Para su madre, el sufrimiento de Esme desde niña, todo el dolor que atravesaba ahora, y los años que él mismo había vivido en la familia Catalán asustado y a merced de los demás, no significaban absolutamente nada.

Inés escuchó una risa seca a través del celular y sintió un escalofrío recorrer su espalda. Se dio cuenta de que tal vez había sonado muy dura, pero justo cuando iba a suavizar el tono, escuchó la voz gélida e inflexible de Enzo decir—. Tú y Clara tienen terminantemente prohibido dar un solo paso fuera de Puerto Madero. Cuando yo regrese, me voy a asegurar de que reconozcan sus errores.

Al oír esto.

La expresión de Inés cambió drásticamente—. Enzo Catalán, tú...

No pudo terminar de hablar.

Enzo le colgó el teléfono.

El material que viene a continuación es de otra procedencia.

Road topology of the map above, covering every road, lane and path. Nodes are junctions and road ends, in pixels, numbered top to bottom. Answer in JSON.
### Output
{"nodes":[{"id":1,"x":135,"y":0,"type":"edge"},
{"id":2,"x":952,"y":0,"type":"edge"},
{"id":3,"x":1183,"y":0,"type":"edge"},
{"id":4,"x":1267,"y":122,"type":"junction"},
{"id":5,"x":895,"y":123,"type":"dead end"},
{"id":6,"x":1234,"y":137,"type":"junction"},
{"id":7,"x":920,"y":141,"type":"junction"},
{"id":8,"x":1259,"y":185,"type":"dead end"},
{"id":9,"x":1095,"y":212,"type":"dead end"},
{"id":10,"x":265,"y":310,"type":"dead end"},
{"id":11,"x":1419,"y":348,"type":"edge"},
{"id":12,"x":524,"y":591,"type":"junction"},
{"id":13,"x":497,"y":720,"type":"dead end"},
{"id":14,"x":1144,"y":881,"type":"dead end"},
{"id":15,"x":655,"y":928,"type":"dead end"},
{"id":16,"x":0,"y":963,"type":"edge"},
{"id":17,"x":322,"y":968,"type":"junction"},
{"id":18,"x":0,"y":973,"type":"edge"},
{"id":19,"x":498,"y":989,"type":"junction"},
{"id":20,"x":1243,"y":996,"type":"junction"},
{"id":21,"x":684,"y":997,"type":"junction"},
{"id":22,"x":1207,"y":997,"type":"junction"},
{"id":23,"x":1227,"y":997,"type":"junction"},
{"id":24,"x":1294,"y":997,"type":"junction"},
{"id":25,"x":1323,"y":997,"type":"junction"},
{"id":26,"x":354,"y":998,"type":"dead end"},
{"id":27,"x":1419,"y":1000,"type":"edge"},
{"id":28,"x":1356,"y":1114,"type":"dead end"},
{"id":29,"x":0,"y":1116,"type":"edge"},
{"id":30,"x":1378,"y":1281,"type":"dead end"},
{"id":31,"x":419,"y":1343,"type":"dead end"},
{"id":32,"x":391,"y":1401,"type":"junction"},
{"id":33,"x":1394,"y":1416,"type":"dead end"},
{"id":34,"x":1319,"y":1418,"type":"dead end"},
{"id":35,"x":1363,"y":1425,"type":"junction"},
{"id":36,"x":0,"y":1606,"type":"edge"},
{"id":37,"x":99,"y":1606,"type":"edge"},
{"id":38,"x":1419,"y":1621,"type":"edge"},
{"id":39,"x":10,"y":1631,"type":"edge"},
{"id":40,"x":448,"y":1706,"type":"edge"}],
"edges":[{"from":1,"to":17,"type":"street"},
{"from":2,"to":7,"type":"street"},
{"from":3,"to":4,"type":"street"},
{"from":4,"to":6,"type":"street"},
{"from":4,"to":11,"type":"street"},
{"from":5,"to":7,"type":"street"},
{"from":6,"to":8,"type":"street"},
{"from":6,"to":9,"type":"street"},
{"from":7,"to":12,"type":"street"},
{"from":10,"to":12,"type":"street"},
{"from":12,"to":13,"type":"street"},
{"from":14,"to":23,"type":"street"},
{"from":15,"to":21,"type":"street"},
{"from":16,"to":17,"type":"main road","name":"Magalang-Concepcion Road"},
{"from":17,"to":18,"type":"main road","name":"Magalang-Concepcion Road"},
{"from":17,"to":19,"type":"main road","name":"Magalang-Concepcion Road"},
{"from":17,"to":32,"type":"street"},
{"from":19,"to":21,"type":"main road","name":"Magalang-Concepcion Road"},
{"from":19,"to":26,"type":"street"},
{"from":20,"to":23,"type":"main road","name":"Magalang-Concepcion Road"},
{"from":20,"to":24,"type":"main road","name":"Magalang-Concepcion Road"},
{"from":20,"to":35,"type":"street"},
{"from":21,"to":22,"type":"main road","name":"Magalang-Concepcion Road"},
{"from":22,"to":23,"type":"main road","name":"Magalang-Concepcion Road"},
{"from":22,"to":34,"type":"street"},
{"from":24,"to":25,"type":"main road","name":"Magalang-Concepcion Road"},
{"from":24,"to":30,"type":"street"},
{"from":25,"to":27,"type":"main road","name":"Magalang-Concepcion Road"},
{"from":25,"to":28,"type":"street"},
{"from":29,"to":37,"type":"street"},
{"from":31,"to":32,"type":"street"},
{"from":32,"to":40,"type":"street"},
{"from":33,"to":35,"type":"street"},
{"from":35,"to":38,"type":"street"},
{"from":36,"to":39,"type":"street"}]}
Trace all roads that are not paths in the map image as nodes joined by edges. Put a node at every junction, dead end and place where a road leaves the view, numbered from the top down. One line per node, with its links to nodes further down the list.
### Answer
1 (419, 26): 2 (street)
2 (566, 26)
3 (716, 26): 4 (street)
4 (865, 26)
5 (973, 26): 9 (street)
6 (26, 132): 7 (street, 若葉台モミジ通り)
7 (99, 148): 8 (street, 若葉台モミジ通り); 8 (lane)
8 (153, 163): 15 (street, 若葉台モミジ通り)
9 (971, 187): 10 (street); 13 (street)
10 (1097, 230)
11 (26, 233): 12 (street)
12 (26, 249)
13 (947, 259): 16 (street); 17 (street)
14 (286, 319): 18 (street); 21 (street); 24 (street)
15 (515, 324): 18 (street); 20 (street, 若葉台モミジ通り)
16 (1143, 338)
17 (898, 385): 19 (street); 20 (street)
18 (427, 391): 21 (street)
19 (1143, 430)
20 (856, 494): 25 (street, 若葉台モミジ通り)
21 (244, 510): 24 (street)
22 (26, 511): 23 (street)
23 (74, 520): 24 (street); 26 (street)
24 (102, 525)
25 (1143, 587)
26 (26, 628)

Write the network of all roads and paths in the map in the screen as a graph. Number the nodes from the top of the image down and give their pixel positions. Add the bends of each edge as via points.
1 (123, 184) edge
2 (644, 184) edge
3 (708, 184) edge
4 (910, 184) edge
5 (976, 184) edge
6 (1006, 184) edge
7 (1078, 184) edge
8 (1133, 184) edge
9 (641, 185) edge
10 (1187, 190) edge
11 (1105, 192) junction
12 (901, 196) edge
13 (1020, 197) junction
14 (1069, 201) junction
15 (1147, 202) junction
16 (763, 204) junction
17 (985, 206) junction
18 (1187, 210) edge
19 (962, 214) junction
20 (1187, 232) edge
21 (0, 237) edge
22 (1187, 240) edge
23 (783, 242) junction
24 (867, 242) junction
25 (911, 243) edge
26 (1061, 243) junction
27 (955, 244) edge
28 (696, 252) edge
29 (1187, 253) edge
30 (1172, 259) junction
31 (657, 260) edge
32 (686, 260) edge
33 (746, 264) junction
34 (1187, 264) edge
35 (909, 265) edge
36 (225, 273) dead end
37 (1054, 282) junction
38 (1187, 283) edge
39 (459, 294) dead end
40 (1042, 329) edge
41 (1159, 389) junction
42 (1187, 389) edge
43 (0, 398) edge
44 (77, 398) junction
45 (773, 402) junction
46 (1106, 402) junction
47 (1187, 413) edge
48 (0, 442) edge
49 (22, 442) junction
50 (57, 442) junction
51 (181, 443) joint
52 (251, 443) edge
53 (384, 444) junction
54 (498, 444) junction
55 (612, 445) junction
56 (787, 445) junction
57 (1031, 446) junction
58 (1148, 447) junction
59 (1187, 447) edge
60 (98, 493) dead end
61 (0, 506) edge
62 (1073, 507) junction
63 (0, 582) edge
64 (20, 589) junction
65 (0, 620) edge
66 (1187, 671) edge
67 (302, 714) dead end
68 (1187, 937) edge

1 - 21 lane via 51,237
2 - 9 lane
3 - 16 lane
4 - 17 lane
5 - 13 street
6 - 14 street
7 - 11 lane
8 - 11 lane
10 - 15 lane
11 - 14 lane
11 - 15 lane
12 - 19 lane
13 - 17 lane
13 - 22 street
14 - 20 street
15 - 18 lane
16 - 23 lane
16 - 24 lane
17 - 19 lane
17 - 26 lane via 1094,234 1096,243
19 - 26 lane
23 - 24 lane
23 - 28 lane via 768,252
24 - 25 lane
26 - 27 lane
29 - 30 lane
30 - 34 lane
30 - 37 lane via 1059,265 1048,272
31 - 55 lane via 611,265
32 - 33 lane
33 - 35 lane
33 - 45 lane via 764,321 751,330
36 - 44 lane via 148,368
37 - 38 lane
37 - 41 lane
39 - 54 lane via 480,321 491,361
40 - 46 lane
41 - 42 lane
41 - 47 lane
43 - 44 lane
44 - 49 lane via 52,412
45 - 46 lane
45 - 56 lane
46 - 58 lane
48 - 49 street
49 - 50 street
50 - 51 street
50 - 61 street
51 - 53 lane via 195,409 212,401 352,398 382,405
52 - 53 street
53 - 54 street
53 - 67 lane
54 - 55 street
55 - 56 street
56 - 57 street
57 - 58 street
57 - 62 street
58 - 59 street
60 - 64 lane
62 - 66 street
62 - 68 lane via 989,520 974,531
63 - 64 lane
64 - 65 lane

Inmediatamente después, marcó otro número y ordenó fríamente—. Envíen personal a Puerto Madero ahora mismo. Vigilen todo. La señorita y la señora no pueden dar un solo paso fuera de la casa.

—Entendido.

Al bajar el celular.

Enzo miró a lo lejos. A pesar de que el sol lo iluminaba por completo, solo sentía una desolación infinita.

David lo miraba desde atrás.

En ese momento.

El celular de David vibró. Al ver la pantalla, notó que era una llamada de Doña Antonella y contestó—. Hola, abuela.

La voz de Doña Antonella sonó al otro lado—. David, me enteré que estás en Australia con Isa.

David asintió con un simple sonido afirmativo—. ¿Pasó algo, abuela?

—¿A qué fuiste a Australia tan de repente?

—Abuela, ve al grano si tienes algo que decir.

Doña Antonella adoptó un tono mucho más serio y dijo—. He escuchado ciertos rumores...

Antes de que pudiera terminar, David la interrumpió—. Qué rumores son ciertos y cuáles no, sé que tú misma tienes el criterio para juzgarlo, abuela.

Doña Antonella se quedó en silencio un momento y luego dijo—. David, sé que lo haces por Isa, pero también tienes que pensar en tu reputación y en la de la familia Montes.

—Abuela, bien sabes que detesto que alguien, o cualquier tipo de rumor, intente coaccionarme.

La respiración de Doña Antonella se volvió más pesada.